I recently sat down with Mark Diamond, CEO of Contoural, to talk about the current state of Information Governance.
JM: What is the biggest challenge organizations face in getting rid of electronic information before it buries them?
MD: While there are a number of challenges, including compliance, classification, defensibility, I think the biggest challenge most organizations face is finding an owner for the problem. Everyone including, legal, RIM, IT, privacy, wants to see this problem addressed, but no one really wants to own it. Getting rid of unneeded electronic information requires agreement and joint ownership among multiple stakeholders. Without it, your initiative is likely to go nowhere.
JM: Why is it so difficult to stop organizations from being “hoarders” when it comes to electronic information?
MD: Too often, the focus of defensible disposition to combat hoarders promotes the benefits of compliance, lower eDiscovery costs, and other issues most employees don’t really care about. These programs don’t sell a win for employees, namely that if employees clean up what you don’t need or care about, it will be much easier for them to find the higher value information they do. These programs attempt to succeed by high-level mandates, which are often ignored. They require a smarter approach.
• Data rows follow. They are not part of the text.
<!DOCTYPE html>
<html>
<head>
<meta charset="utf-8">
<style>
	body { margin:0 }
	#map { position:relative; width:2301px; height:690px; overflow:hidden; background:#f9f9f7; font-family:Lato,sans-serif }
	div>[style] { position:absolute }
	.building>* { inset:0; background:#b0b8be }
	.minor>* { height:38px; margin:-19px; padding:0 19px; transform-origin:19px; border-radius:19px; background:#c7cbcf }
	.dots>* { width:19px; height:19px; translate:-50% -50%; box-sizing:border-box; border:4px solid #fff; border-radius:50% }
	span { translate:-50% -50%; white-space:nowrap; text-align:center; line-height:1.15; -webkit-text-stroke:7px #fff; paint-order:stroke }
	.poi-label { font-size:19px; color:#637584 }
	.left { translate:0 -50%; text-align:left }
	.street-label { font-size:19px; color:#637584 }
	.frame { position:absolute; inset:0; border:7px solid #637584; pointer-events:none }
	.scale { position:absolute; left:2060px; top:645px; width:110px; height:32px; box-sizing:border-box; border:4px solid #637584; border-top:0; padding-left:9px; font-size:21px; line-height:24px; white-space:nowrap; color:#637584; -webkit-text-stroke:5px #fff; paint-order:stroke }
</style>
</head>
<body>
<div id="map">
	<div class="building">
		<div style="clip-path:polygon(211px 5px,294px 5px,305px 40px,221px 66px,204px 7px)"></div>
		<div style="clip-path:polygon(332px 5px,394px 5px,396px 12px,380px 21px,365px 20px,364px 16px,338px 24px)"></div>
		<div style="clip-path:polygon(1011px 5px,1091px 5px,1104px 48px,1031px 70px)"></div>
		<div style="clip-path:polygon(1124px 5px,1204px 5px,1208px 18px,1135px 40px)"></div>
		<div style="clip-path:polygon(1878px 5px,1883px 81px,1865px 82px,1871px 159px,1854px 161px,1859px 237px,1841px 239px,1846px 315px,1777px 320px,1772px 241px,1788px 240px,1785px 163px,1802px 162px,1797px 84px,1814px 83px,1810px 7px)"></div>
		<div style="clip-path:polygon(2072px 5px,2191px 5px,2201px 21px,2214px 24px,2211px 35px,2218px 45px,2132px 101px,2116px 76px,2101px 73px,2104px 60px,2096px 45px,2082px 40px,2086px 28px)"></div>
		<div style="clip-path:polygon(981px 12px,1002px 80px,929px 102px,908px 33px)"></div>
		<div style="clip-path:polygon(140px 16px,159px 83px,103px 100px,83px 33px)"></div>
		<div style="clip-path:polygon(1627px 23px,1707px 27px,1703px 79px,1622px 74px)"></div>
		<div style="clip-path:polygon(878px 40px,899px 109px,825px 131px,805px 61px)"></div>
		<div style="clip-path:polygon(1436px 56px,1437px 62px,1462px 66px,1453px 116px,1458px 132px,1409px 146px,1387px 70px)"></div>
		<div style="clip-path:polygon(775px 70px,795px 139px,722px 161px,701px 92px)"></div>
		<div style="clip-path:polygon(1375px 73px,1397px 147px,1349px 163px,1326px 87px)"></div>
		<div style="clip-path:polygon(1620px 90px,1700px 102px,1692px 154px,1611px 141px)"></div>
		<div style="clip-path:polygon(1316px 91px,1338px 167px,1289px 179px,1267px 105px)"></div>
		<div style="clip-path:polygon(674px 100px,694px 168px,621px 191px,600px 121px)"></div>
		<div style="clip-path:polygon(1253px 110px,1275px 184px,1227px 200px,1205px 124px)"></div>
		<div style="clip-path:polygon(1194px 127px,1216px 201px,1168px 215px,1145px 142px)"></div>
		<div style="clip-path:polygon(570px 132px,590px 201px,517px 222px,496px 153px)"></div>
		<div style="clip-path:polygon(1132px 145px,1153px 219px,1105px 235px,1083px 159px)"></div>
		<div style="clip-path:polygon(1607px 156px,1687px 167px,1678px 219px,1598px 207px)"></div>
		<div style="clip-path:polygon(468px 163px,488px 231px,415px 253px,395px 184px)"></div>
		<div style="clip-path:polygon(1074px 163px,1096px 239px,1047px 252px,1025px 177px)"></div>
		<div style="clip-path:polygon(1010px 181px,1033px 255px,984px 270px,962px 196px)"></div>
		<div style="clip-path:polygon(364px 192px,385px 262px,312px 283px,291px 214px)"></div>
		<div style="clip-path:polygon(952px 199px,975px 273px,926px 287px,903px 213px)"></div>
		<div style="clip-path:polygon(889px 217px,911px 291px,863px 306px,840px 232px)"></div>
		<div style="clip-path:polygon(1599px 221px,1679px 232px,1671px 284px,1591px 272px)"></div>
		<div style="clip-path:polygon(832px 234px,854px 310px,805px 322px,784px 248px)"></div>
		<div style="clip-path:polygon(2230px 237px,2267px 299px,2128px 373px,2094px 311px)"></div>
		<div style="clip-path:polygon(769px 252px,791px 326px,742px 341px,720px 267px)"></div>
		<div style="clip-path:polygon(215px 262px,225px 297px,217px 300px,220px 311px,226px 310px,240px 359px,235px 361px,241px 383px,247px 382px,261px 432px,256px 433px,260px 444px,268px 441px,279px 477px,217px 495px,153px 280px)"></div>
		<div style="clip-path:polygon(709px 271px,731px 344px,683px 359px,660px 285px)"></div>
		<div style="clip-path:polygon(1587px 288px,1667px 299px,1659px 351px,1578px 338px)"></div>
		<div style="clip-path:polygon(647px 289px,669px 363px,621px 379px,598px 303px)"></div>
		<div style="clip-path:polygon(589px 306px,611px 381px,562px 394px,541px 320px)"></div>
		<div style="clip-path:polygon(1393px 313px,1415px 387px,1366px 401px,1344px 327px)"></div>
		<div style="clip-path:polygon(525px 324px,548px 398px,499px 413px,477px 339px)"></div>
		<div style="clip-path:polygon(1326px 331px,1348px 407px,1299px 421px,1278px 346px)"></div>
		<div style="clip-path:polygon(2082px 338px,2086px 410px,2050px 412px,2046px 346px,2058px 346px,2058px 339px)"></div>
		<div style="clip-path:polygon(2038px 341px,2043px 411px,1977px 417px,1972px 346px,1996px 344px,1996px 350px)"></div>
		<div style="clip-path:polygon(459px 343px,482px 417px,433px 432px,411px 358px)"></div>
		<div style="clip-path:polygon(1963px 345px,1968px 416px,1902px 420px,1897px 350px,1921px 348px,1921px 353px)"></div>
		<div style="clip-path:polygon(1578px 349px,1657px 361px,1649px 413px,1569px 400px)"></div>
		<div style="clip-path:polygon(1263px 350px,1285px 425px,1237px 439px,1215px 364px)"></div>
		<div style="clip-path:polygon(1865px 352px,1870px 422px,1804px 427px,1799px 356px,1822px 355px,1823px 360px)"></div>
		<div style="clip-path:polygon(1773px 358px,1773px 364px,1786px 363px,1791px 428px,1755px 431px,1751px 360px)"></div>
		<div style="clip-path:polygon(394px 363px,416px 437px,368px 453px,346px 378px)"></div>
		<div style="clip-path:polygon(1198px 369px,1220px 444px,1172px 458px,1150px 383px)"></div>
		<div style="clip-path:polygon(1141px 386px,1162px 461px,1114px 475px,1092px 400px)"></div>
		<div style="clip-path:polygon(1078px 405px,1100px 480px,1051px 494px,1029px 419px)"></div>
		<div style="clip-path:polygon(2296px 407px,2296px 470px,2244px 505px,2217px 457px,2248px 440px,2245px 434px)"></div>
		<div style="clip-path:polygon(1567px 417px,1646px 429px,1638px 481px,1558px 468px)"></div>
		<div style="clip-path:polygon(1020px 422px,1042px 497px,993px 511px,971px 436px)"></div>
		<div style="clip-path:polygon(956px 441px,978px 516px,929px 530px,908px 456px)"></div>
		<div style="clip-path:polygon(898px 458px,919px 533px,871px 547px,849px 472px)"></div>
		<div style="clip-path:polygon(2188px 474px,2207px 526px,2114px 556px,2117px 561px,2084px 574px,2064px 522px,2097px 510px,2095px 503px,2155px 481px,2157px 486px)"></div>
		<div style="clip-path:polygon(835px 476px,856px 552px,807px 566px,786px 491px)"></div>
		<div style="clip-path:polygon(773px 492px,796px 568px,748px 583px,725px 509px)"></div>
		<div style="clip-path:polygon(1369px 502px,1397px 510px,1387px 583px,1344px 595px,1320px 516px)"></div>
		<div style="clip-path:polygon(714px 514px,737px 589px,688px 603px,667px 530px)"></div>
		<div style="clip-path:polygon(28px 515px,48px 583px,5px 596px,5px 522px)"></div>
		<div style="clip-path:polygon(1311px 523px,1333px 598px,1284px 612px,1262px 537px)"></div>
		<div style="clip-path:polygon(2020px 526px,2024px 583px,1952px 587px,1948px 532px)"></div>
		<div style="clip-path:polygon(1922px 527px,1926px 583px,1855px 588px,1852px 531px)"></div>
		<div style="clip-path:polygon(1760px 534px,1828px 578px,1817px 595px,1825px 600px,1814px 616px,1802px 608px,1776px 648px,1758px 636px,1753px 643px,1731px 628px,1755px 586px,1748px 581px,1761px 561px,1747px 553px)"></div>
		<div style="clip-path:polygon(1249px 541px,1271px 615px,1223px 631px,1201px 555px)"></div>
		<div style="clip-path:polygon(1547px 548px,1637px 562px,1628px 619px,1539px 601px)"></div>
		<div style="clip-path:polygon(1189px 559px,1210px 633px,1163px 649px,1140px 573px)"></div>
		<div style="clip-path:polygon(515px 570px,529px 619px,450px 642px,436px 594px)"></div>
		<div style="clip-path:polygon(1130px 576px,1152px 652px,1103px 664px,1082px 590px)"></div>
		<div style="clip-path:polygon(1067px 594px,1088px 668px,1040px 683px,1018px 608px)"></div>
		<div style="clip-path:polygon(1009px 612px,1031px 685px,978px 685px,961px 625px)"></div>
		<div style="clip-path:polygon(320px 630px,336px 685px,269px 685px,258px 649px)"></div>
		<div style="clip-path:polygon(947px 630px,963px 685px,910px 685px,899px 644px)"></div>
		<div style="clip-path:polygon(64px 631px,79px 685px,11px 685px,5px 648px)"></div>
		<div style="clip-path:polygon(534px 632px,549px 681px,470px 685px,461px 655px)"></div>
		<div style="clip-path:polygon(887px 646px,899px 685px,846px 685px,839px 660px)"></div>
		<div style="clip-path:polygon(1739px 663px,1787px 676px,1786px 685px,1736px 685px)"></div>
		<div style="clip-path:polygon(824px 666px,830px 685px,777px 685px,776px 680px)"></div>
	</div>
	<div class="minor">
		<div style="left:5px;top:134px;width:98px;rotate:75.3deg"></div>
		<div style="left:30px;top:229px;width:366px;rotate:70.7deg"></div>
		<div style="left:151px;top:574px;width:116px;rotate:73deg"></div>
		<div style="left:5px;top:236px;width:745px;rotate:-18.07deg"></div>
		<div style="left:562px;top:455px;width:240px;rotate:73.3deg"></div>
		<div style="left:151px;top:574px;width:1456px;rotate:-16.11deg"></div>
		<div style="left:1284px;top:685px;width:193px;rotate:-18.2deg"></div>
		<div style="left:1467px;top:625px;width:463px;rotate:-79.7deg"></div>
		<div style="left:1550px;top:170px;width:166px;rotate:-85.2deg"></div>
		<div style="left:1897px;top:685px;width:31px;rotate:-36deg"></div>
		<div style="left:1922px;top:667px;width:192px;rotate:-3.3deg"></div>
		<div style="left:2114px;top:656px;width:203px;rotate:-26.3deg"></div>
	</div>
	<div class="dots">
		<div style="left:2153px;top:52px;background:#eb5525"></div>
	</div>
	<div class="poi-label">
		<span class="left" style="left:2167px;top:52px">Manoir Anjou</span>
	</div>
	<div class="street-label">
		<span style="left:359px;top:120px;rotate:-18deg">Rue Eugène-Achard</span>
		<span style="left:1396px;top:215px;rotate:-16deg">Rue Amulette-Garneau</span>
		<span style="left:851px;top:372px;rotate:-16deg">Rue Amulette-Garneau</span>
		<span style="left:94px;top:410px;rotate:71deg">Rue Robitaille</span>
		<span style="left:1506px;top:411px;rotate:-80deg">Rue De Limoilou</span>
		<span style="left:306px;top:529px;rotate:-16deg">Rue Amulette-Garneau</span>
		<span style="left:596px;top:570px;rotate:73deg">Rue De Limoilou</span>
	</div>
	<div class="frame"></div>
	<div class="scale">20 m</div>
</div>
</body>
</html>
JM: Where do you think the Information Governance function should report in an organization?
MD: Working with hundreds of organizations, we have found that the most successful programs have a steering committee composed of legal, records, IT and other stakeholders, dividing responsibilities through a matrix approach, and often having the steering committee report up to an executive committee.
JM: What kinds of change management issues arise when an organization gets serious about information governance?
MD: A key component of information governance is behavior change management: changing older, entrenched, and less helpful employee behaviors such as “saving everything forever” into newer, compliant, and more productive behaviors of saving the right information in the right place. This is an explicit strategy that includes messaging, targeted stakeholder engagement (“selling the win” to the heads of business units), data placement strategies, training as well as audit strategies.
JM: What best practices can you suggest for email classification?
MD: There are three main approaches for email classification, including monolithic retention, trusted custodian, and auto-classification. Each approach has pluses and minuses, including effectiveness, cost to implement as well as compliance concerns. Probably these best approach is a hybrid approach, that both leverages technology as well as compliance risk. Unfortunately, there’s no silver bullet, but applying the right strategy can make this much, much easier.
JM: What is your take on the current email scandal at the IRS? Would a sound Information Governance program have made a difference?
MD: Just amazing. Saving emails – and making sure they are saved – is such a basic task for both litigation and investigations, one has to wonder why the IRS either didn’t have these processes in place or as alleged they were not followed. We’ve worked with a number of Federal Agencies that have sophisticated and proven legal hold processes in place. It’s just not clear. A good information governance program that included comprehensive, documented legal hold procedures would have allowed the IRS to avoid these issues.
JM: How do you see the current focus on Information Governance vs. the more traditional focus on Records Management? A step forward, or just marketing hype?
MD: There seems to be as many definitions of Information Governance as there are record types, but the need for information governance is real. For years records management has been bumping into eDiscovery, privacy, disposition, productivity, etc. All of these are different needs, yet solved by a common task – the control of information. Or simply put, all of these disciplines really seek to know what do you have, where is it, can you find it, save it, secure it, delete it consistently across the enterprise. Putting control of information under a single discipline, Information Governance, that serves multiple masters addresses a real need and is here to stay.